Talk to enough people who know the candidates well and you’ll be ready for a good gut-check.

I wonder how much gut-check research you did on Santa Ono. It didn't take long for the Ann Arbor grapevine to report that he was skipping meetings, dodging obligations and running from conflicts large and small. And he is widely said to have spent many days and nights at his house in West Bloomfield, though his contract requires him to live in U-M's President’s House — a sensible rule, if only to symbolize the president's allegiance to the institution. 

Then there is Ono's jaw-dropping display of sucking up to Florida. 

Whatever one thinks of DEI policies at U-M — and I share common misgivings about their form if not their intent — all can agree that Michigan’s president should set policy to serve Michigan, not some other state.

I don’t know Ono’s mind. But his behavior reeks not only of a conflict of interest but of deep-seated selfishness.

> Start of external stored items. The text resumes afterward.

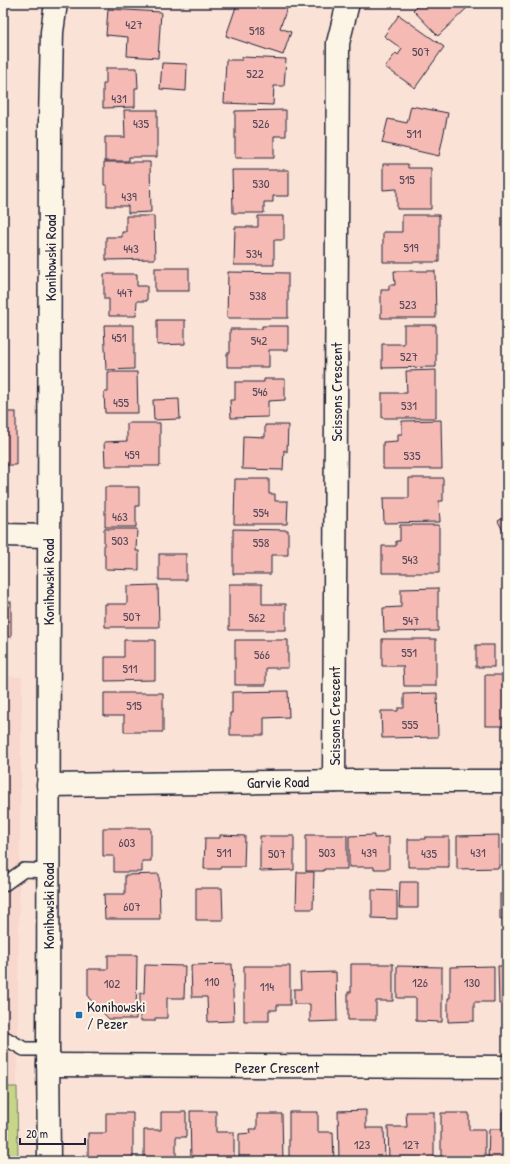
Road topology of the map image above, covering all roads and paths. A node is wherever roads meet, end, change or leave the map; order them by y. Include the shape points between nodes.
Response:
1 (56, 3) edge
2 (348, 3) edge
3 (3, 535) edge
4 (48, 536) junction
5 (334, 781) junction
6 (507, 781) edge
7 (48, 785) junction
8 (48, 871) junction
9 (3, 885) edge
10 (3, 1036) edge
11 (48, 1057) junction
12 (507, 1067) edge
13 (49, 1161) edge

1 - 4 street, Konihowski Road via 52,32 51,80
2 - 5 street, Scissons Crescent via 338,43
3 - 4 street
4 - 7 street, Konihowski Road
5 - 6 street, Garvie Road
5 - 7 street, Garvie Road
7 - 8 street, Konihowski Road
8 - 9 lane via 24,870
8 - 11 street, Konihowski Road
10 - 11 lane via 24,1049
11 - 12 street, Pezer Crescent
11 - 13 street, Konihowski Road

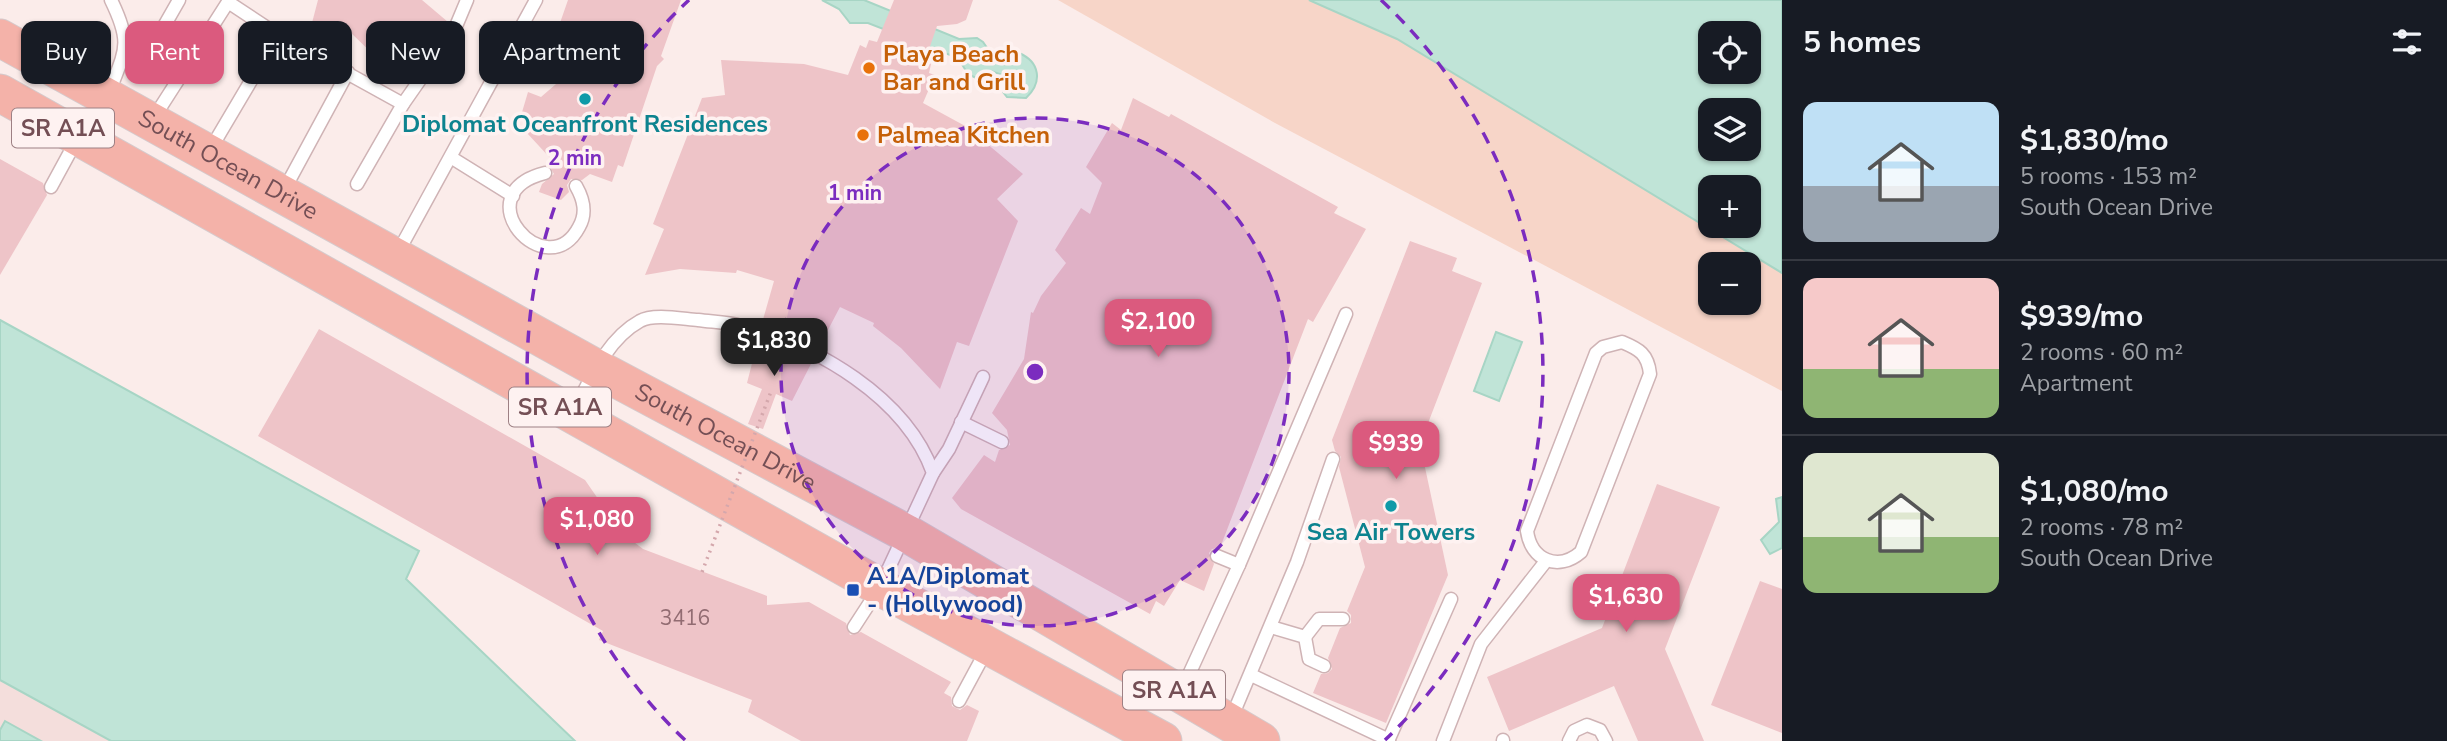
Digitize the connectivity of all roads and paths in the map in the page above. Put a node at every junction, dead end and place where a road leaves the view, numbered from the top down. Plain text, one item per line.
1 (111, 0) edge
2 (179, 0) edge
3 (467, 0) edge
4 (537, 0) edge
5 (228, 1) edge
6 (167, 21) edge
7 (257, 21) edge
8 (125, 29) edge
9 (0, 38) edge
10 (125, 41) edge
11 (352, 74) edge
12 (249, 84) edge
13 (342, 84) edge
14 (0, 93) edge
15 (107, 97) junction
16 (402, 104) junction
17 (151, 122) junction
18 (78, 136) junction
19 (208, 153) junction
20 (452, 158) junction
21 (545, 173) dead end
22 (357, 184) dead end
23 (576, 186) dead end
24 (51, 187) dead end
25 (282, 194) junction
26 (513, 196) junction
27 (331, 222) junction
28 (240, 228) junction
29 (395, 257) junction
30 (1346, 314) dead end
31 (596, 368) junction
32 (983, 377) dead end
33 (772, 389) dead end
34 (572, 414) junction
35 (961, 422) junction
36 (1002, 442) dead end
37 (1333, 459) dead end
38 (933, 474) junction
39 (906, 533) junction
40 (1217, 556) dead end
41 (1546, 561) junction
42 (1239, 565) junction
43 (702, 572) dead end
44 (880, 587) junction
45 (1451, 599) dead end
46 (1343, 620) dead end
47 (1271, 626) junction
48 (854, 627) dead end
49 (1305, 637) junction
50 (988, 646) junction
51 (1324, 666) dead end
52 (1251, 675) junction
53 (1180, 694) junction
54 (959, 701) dead end
55 (1229, 722) junction
56 (1161, 741) edge
57 (1261, 741) edge
58 (1388, 741) edge
59 (1443, 741) edge
60 (1569, 741) edge
61 (1606, 741) edge

1 - 8 lane
2 - 6 lane
3 - 16 lane
4 - 20 lane
5 - 7 lane
5 - 17 lane
9 - 15 main road, South Ocean Drive / SR A1A
10 - 15 lane
11 - 16 lane
12 - 19 lane
13 - 25 lane
14 - 18 main road, South Ocean Drive / SR A1A
15 - 17 main road, South Ocean Drive / SR A1A
16 - 22 lane
17 - 19 main road, South Ocean Drive / SR A1A
18 - 24 lane
18 - 28 main road, South Ocean Drive / SR A1A
19 - 25 main road, South Ocean Drive / SR A1A
20 - 26 lane
20 - 29 lane
21 - 26 lane
23 - 26 lane
25 - 27 main road, South Ocean Drive / SR A1A
27 - 28 main road
27 - 29 main road, South Ocean Drive / SR A1A
28 - 34 main road, South Ocean Drive / SR A1A
29 - 31 main road, South Ocean Drive / SR A1A
30 - 42 lane
31 - 34 lane
31 - 38 lane
31 - 39 main road, South Ocean Drive / SR A1A
32 - 35 lane
33 - 43 path, bridge
34 - 44 main road, South Ocean Drive / SR A1A
35 - 36 lane
35 - 38 lane
37 - 47 lane
38 - 39 lane
39 - 44 lane
39 - 53 main road, South Ocean Drive / SR A1A
40 - 42 lane
41 - 41 lane
41 - 59 lane
42 - 53 lane
44 - 48 lane
44 - 50 main road, South Ocean Drive / SR A1A
45 - 58 lane
46 - 49 lane
47 - 49 lane
47 - 52 lane
49 - 51 lane
50 - 54 lane
50 - 56 main road, South Ocean Drive / SR A1A
52 - 55 lane
52 - 58 lane
53 - 55 main road, South Ocean Drive / SR A1A
55 - 57 main road, South Ocean Drive / SR A1A
60 - 61 lane

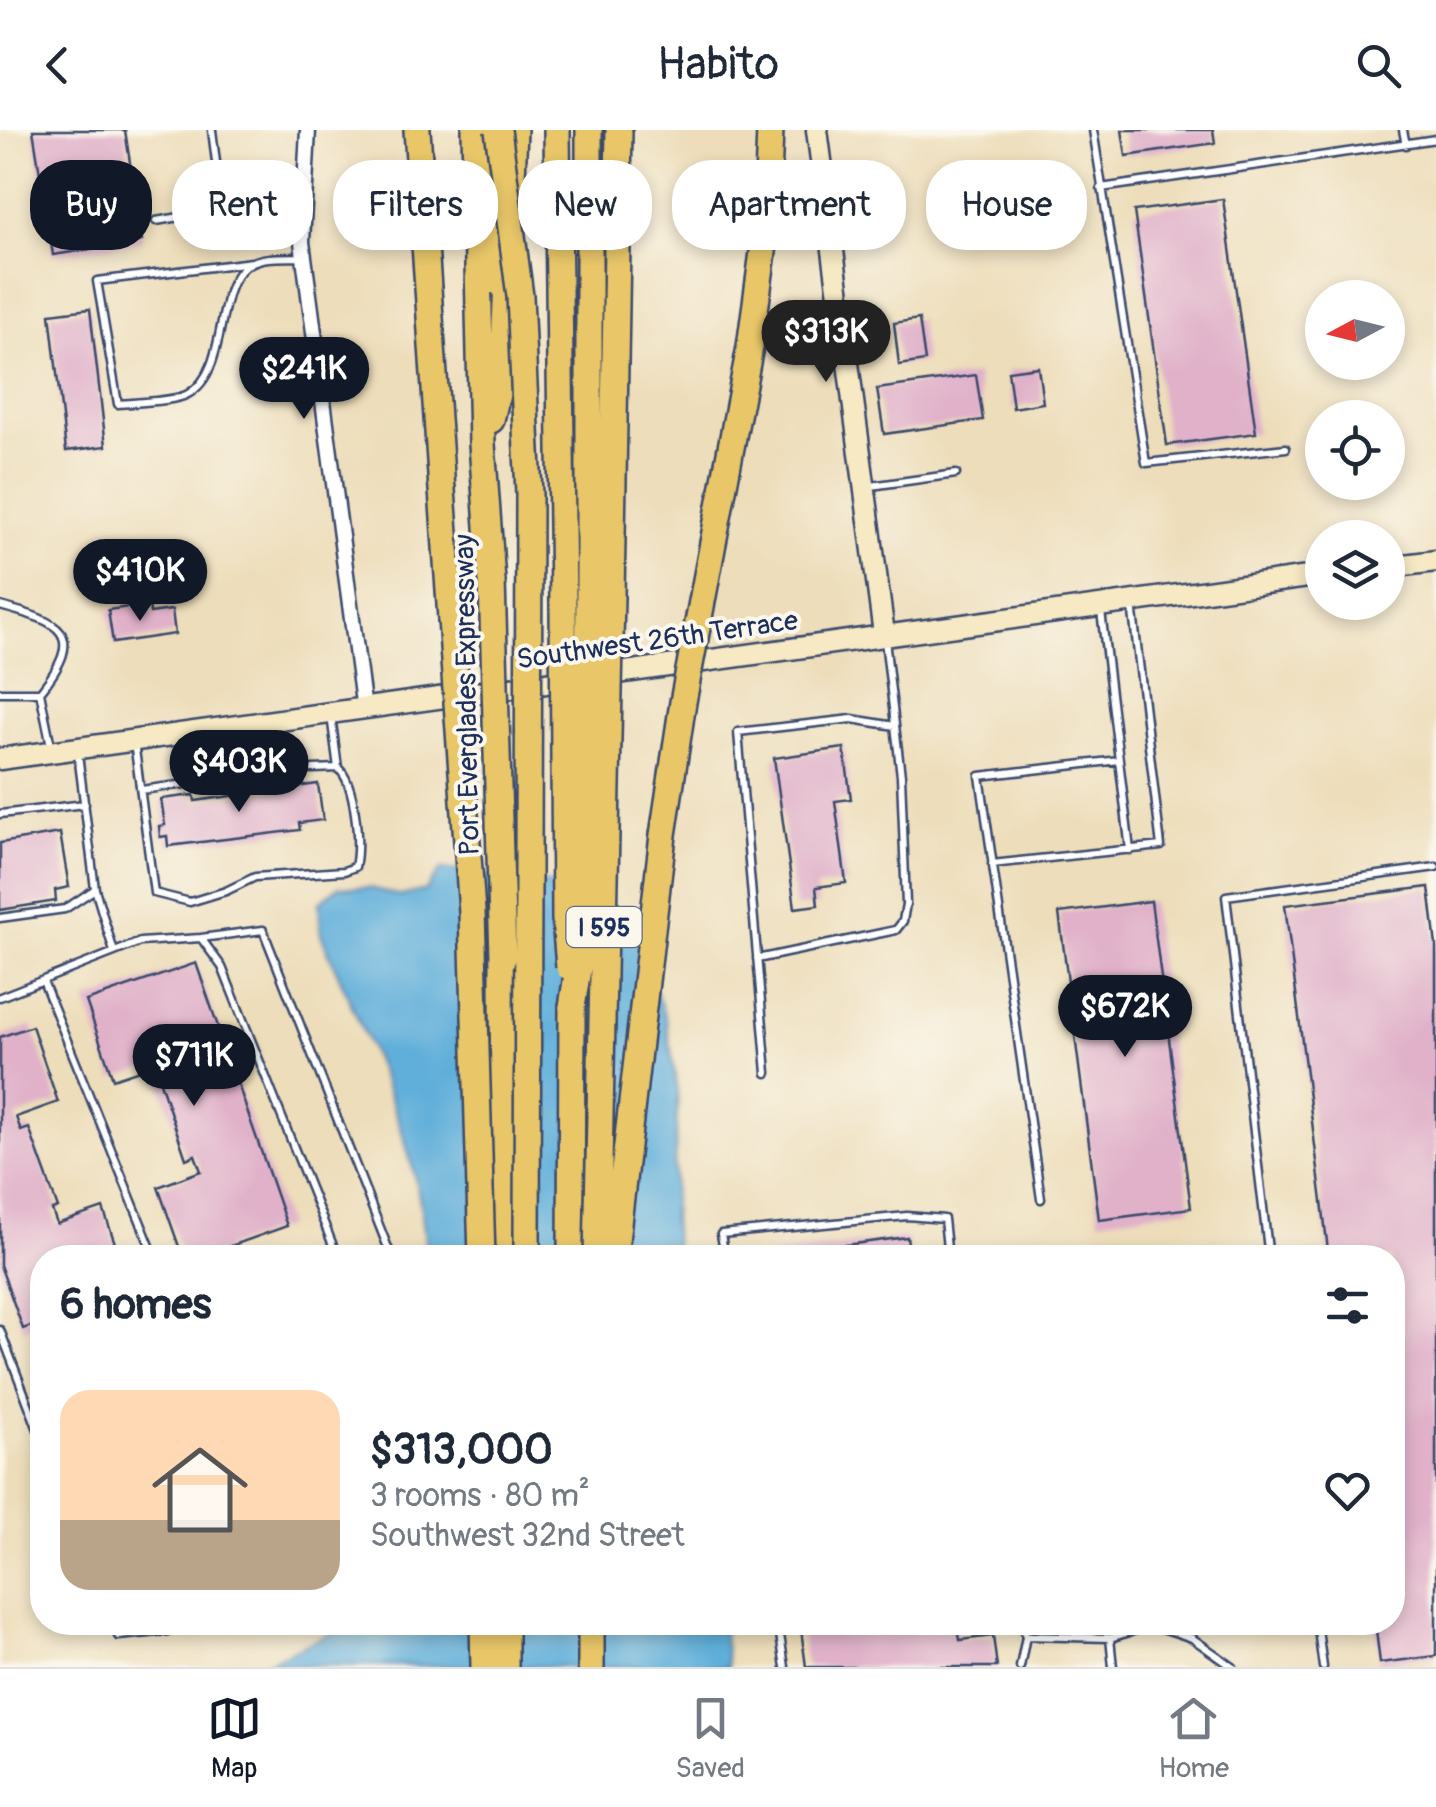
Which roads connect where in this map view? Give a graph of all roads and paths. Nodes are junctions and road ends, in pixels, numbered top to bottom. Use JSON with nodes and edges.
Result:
{"nodes":[{"id":1,"x":212,"y":130,"type":"edge"},
{"id":2,"x":308,"y":130,"type":"edge"},
{"id":3,"x":417,"y":130,"type":"edge"},
{"id":4,"x":475,"y":130,"type":"edge"},
{"id":5,"x":498,"y":130,"type":"edge"},
{"id":6,"x":514,"y":130,"type":"edge"},
{"id":7,"x":557,"y":130,"type":"edge"},
{"id":8,"x":589,"y":130,"type":"edge"},
{"id":9,"x":618,"y":130,"type":"edge"},
{"id":10,"x":770,"y":130,"type":"edge"},
{"id":11,"x":817,"y":130,"type":"edge"},
{"id":12,"x":1094,"y":130,"type":"edge"},
{"id":13,"x":1404,"y":130,"type":"edge"},
{"id":14,"x":1436,"y":139,"type":"edge"},
{"id":15,"x":1406,"y":145,"type":"junction"},
{"id":16,"x":216,"y":160,"type":"edge"},
{"id":17,"x":305,"y":160,"type":"edge"},
{"id":18,"x":1100,"y":188,"type":"junction"},
{"id":19,"x":172,"y":218,"type":"edge"},
{"id":20,"x":156,"y":221,"type":"dead end"},
{"id":21,"x":304,"y":250,"type":"edge"},
{"id":22,"x":304,"y":257,"type":"junction"},
{"id":23,"x":252,"y":262,"type":"junction"},
{"id":24,"x":491,"y":420,"type":"junction"},
{"id":25,"x":1286,"y":448,"type":"dead end"},
{"id":26,"x":956,"y":474,"type":"dead end"},
{"id":27,"x":864,"y":487,"type":"junction"},
{"id":28,"x":1436,"y":560,"type":"edge"},
{"id":29,"x":1405,"y":565,"type":"edge"},
{"id":30,"x":1305,"y":577,"type":"edge"},
{"id":31,"x":492,"y":581,"type":"junction"},
{"id":32,"x":600,"y":598,"type":"junction"},
{"id":33,"x":1131,"y":600,"type":"junction"},
{"id":34,"x":1100,"y":605,"type":"junction"},
{"id":35,"x":0,"y":606,"type":"edge"},
{"id":36,"x":884,"y":634,"type":"junction"},
{"id":37,"x":0,"y":692,"type":"edge"},
{"id":38,"x":40,"y":692,"type":"junction"},
{"id":39,"x":364,"y":710,"type":"junction"},
{"id":40,"x":331,"y":714,"type":"junction"},
{"id":41,"x":895,"y":726,"type":"junction"},
{"id":42,"x":134,"y":741,"type":"junction"},
{"id":43,"x":78,"y":748,"type":"junction"},
{"id":44,"x":52,"y":752,"type":"junction"},
{"id":45,"x":0,"y":759,"type":"edge"},
{"id":46,"x":1119,"y":760,"type":"junction"},
{"id":47,"x":338,"y":768,"type":"junction"},
{"id":48,"x":142,"y":790,"type":"junction"},
{"id":49,"x":85,"y":804,"type":"junction"},
{"id":50,"x":0,"y":814,"type":"edge"},
{"id":51,"x":1130,"y":850,"type":"junction"},
{"id":52,"x":992,"y":864,"type":"junction"},
{"id":53,"x":1436,"y":867,"type":"edge"},
{"id":54,"x":96,"y":889,"type":"junction"},
{"id":55,"x":0,"y":918,"type":"edge"},
{"id":56,"x":201,"y":938,"type":"junction"},
{"id":57,"x":114,"y":952,"type":"junction"},
{"id":58,"x":757,"y":960,"type":"junction"},
{"id":59,"x":42,"y":980,"type":"junction"},
{"id":60,"x":0,"y":997,"type":"edge"},
{"id":61,"x":572,"y":1007,"type":"junction"},
{"id":62,"x":767,"y":1073,"type":"dead end"},
{"id":63,"x":1041,"y":1200,"type":"dead end"},
{"id":64,"x":149,"y":1245,"type":"edge"},
{"id":65,"x":334,"y":1245,"type":"edge"},
{"id":66,"x":387,"y":1245,"type":"edge"},
{"id":67,"x":482,"y":1245,"type":"edge"},
{"id":68,"x":504,"y":1245,"type":"edge"},
{"id":69,"x":526,"y":1245,"type":"edge"},
{"id":70,"x":571,"y":1245,"type":"edge"},
{"id":71,"x":597,"y":1245,"type":"edge"},
{"id":72,"x":615,"y":1245,"type":"edge"},
{"id":73,"x":723,"y":1245,"type":"edge"},
{"id":74,"x":947,"y":1245,"type":"edge"},
{"id":75,"x":1267,"y":1245,"type":"edge"},
{"id":76,"x":0,"y":1330,"type":"edge"},
{"id":77,"x":2,"y":1341,"type":"edge"},
{"id":78,"x":30,"y":1410,"type":"edge"},
{"id":79,"x":483,"y":1635,"type":"edge"},
{"id":80,"x":505,"y":1635,"type":"edge"},
{"id":81,"x":591,"y":1635,"type":"edge"},
{"id":82,"x":780,"y":1635,"type":"edge"},
{"id":83,"x":1120,"y":1635,"type":"edge"},
{"id":84,"x":1183,"y":1635,"type":"edge"},
{"id":85,"x":1319,"y":1635,"type":"edge"},
{"id":86,"x":1026,"y":1636,"type":"joint"},
{"id":87,"x":1110,"y":1638,"type":"junction"},
{"id":88,"x":484,"y":1667,"type":"edge"},
{"id":89,"x":505,"y":1667,"type":"edge"},
{"id":90,"x":591,"y":1667,"type":"edge"},
{"id":91,"x":785,"y":1667,"type":"edge"},
{"id":92,"x":1020,"y":1667,"type":"edge"},
{"id":93,"x":1113,"y":1667,"type":"edge"},
{"id":94,"x":1233,"y":1667,"type":"edge"},
{"id":95,"x":1323,"y":1667,"type":"edge"}],
"edges":[{"from":1,"to":16,"type":"lane"},
{"from":2,"to":17,"type":"street"},
{"from":3,"to":67,"type":"highway","bridge":true},
{"from":4,"to":31,"type":"highway"},
{"from":5,"to":24,"type":"highway","name":"Port Everglades Expressway"},
{"from":5,"to":69,"type":"highway","bridge":true},
{"from":6,"to":24,"type":"highway"},
{"from":7,"to":61,"type":"highway","bridge":true},
{"from":8,"to":32,"type":"highway"},
{"from":9,"to":32,"type":"highway","number":"I 595"},
{"from":10,"to":72,"type":"highway","bridge":true},
{"from":11,"to":27,"type":"street"},
{"from":12,"to":18,"type":"lane"},
{"from":13,"to":15,"type":"lane"},
{"from":14,"to":15,"type":"lane"},
{"from":15,"to":18,"type":"lane"},
{"from":18,"to":25,"type":"lane"},
{"from":19,"to":20,"type":"lane"},
{"from":21,"to":22,"type":"street"},
{"from":22,"to":23,"type":"lane"},
{"from":22,"to":39,"type":"street"},
{"from":23,"to":23,"type":"lane"},
{"from":24,"to":31,"type":"highway","name":"Port Everglades Expressway"},
{"from":26,"to":27,"type":"lane"},
{"from":27,"to":36,"type":"street"},
{"from":28,"to":29,"type":"street"},
{"from":30,"to":33,"type":"street","name":"Southwest 26th Terrace"},
{"from":31,"to":68,"type":"highway","name":"Port Everglades Expressway","bridge":true},
{"from":32,"to":61,"type":"highway","bridge":true},
{"from":32,"to":71,"type":"highway","number":"I 595","bridge":true},
{"from":33,"to":34,"type":"street","name":"Southwest 26th Terrace"},
{"from":33,"to":51,"type":"lane"},
{"from":34,"to":36,"type":"street","name":"Southwest 26th Terrace"},
{"from":34,"to":46,"type":"lane"},
{"from":35,"to":38,"type":"lane"},
{"from":36,"to":39,"type":"street","name":"Southwest 26th Terrace"},
{"from":36,"to":41,"type":"lane"},
{"from":37,"to":38,"type":"lane"},
{"from":38,"to":44,"type":"lane"},
{"from":39,"to":40,"type":"street","name":"Southwest 26th Terrace"},
{"from":40,"to":42,"type":"street","name":"Southwest 26th Terrace"},
{"from":40,"to":47,"type":"lane"},
{"from":41,"to":58,"type":"lane"},
{"from":41,"to":58,"type":"lane"},
{"from":42,"to":43,"type":"street","name":"Southwest 26th Terrace"},
{"from":42,"to":48,"type":"lane"},
{"from":43,"to":44,"type":"street","name":"Southwest 26th Terrace"},
{"from":43,"to":49,"type":"lane"},
{"from":44,"to":45,"type":"street","name":"Southwest 26th Terrace"},
{"from":46,"to":51,"type":"lane"},
{"from":46,"to":52,"type":"lane"},
{"from":47,"to":48,"type":"lane"},
{"from":47,"to":48,"type":"lane"},
{"from":49,"to":50,"type":"lane"},
{"from":49,"to":54,"type":"lane"},
{"from":51,"to":52,"type":"lane"},
{"from":52,"to":63,"type":"lane"},
{"from":53,"to":75,"type":"lane"},
{"from":54,"to":55,"type":"lane"},
{"from":54,"to":57,"type":"lane"},
{"from":56,"to":57,"type":"lane"},
{"from":56,"to":65,"type":"lane"},
{"from":56,"to":66,"type":"lane"},
{"from":57,"to":59,"type":"lane"},
{"from":58,"to":62,"type":"lane"},
{"from":59,"to":60,"type":"lane"},
{"from":59,"to":64,"type":"lane"},
{"from":61,"to":70,"type":"highway"},
{"from":73,"to":74,"type":"lane"},
{"from":76,"to":77,"type":"lane"},
{"from":77,"to":78,"type":"lane"},
{"from":79,"to":88,"type":"highway"},
{"from":80,"to":89,"type":"highway"},
{"from":81,"to":90,"type":"highway"},
{"from":82,"to":91,"type":"lane"},
{"from":83,"to":87,"type":"lane"},
{"from":84,"to":94,"type":"lane"},
{"from":85,"to":95,"type":"lane"},
{"from":86,"to":87,"type":"lane"},
{"from":86,"to":92,"type":"lane"},
{"from":87,"to":93,"type":"lane"}]}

Was there no hint of that when you were choosing him?

Of course, it’s hard to judge the character of people you meet in the hothouse atmosphere of job interviews.

That may be the reason past regents have often selected in-house candidates they knew well.

Of the 12 U-M presidents selected since the turn of the 20th century, five had long experience in Ann Arbor. Seven came from other schools. 

And of those seven outsiders, three served terms that ended badly — Clarence Cook Little (who was roundly detested at the end of just four years in the 1920s), Schlissel and Ono. 

All five known quantities made the university stronger, often through times of crisis — Harry Burns Hutchins, Alexander Ruthven, Harold Shapiro, James Duderstadt, and Lee Bollinger.

The other outsiders weren't bad choices — quite the contrary. Marion Burton (recruited from Minnesota), Harlan Hatcher (from Ohio State), Robben Fleming (from Wisconsin) and Mary Sue Coleman (from Iowa) served with distinction. But note that each of those U-M outsiders was a Big Ten insider. They knew what schools like Michigan are like. And, unlike Ono, they oversaw big-time athletic programs without becoming fawning superfans

Still, in these dangerous times, you’d be wise to include highly qualified known quantities among your finalists. Get past Michigan's longstanding inferiority complex about private schools on the coasts. Search inside.

Great universities are under attack from an anti-intellectual, anti-science administration in Washington. A single statewide election could put a similar regime in power in Lansing.

Twice in a row, regents' selections have embarrassed Michigan. Now, maybe more than ever before, it needs a wise, steady, courageous leader who cares deeply about the heritage that makes it dear to hundreds of thousands of alumni, and who will protect it from malevolent actors.

The commentator David Brooks has urged Americans to embrace the “eulogy virtues” of honesty, compassion and courage over the “resumé virtues” of the marketplace.

This time, please hold out for someone worthy of a great eulogy. Find a leader of character for the precious institution in your temporary care.